Records drawn from a dataset
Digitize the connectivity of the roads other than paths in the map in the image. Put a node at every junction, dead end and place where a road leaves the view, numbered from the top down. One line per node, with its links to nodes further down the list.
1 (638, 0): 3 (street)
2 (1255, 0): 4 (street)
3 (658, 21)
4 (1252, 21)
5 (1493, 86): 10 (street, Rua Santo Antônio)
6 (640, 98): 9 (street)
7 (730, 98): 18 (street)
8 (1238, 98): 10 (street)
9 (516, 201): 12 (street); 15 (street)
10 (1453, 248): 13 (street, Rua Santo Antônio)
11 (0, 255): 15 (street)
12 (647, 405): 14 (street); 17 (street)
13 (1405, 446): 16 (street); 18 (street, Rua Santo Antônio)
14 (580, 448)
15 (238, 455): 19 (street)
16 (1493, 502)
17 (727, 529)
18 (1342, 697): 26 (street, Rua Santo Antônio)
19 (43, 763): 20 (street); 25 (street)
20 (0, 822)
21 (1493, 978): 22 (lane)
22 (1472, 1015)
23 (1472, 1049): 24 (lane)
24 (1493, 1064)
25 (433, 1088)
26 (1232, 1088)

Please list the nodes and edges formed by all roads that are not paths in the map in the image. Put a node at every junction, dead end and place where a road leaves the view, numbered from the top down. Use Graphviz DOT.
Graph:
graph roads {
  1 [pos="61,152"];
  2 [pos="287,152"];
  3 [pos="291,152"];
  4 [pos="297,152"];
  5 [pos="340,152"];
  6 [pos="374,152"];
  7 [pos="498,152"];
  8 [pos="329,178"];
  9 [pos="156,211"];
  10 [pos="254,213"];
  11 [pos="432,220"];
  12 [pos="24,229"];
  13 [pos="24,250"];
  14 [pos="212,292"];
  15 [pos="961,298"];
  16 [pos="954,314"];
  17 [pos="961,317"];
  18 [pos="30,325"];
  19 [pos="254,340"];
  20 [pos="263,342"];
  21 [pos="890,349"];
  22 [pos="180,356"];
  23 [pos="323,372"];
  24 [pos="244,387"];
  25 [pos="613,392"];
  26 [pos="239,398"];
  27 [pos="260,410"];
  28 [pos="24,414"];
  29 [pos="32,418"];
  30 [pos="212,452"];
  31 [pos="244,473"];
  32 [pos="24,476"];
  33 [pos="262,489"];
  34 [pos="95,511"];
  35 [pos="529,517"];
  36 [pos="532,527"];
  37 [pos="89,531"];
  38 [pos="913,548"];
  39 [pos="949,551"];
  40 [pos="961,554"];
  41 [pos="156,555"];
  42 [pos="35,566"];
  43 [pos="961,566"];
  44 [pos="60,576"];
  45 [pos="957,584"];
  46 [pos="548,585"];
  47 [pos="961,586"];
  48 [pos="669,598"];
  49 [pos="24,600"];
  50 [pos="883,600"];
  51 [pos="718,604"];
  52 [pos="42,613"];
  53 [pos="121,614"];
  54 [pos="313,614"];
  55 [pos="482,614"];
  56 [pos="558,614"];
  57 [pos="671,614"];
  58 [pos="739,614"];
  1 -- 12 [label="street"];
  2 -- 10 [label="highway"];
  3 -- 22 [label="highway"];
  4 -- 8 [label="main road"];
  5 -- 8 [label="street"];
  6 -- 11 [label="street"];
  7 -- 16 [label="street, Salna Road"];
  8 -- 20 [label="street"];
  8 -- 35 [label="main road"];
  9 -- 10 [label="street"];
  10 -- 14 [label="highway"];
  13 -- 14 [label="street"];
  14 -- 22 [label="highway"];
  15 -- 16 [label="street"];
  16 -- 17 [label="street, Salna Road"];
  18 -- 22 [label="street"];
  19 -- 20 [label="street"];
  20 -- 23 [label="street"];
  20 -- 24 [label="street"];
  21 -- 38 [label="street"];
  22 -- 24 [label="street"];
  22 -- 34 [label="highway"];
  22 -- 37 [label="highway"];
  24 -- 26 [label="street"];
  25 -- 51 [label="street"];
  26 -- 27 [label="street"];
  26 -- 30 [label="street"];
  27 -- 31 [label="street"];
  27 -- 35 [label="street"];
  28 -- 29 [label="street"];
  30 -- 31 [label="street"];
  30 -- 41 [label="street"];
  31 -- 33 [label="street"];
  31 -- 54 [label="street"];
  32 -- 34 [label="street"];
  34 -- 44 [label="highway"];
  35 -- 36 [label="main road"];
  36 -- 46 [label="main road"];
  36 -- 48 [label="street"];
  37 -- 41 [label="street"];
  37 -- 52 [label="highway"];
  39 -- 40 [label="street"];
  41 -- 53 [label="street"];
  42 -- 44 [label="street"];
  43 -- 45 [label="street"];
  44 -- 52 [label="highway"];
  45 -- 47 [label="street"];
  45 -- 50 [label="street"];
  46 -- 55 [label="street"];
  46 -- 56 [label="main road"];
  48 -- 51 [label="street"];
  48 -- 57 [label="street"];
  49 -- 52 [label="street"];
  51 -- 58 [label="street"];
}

Task goal -> All lines in the entries above that include "place" should be found and copied.

Solution for this exercise ->
Digitize the connectivity of the roads other than paths in the map in the image. Put a node at every junction, dead end and place where a road leaves the view, numbered from the top down. One line per node, with its links to nodes further down the list.
Please list the nodes and edges formed by all roads that are not paths in the map in the image. Put a node at every junction, dead end and place where a road leaves the view, numbered from the top down. Use Graphviz DOT.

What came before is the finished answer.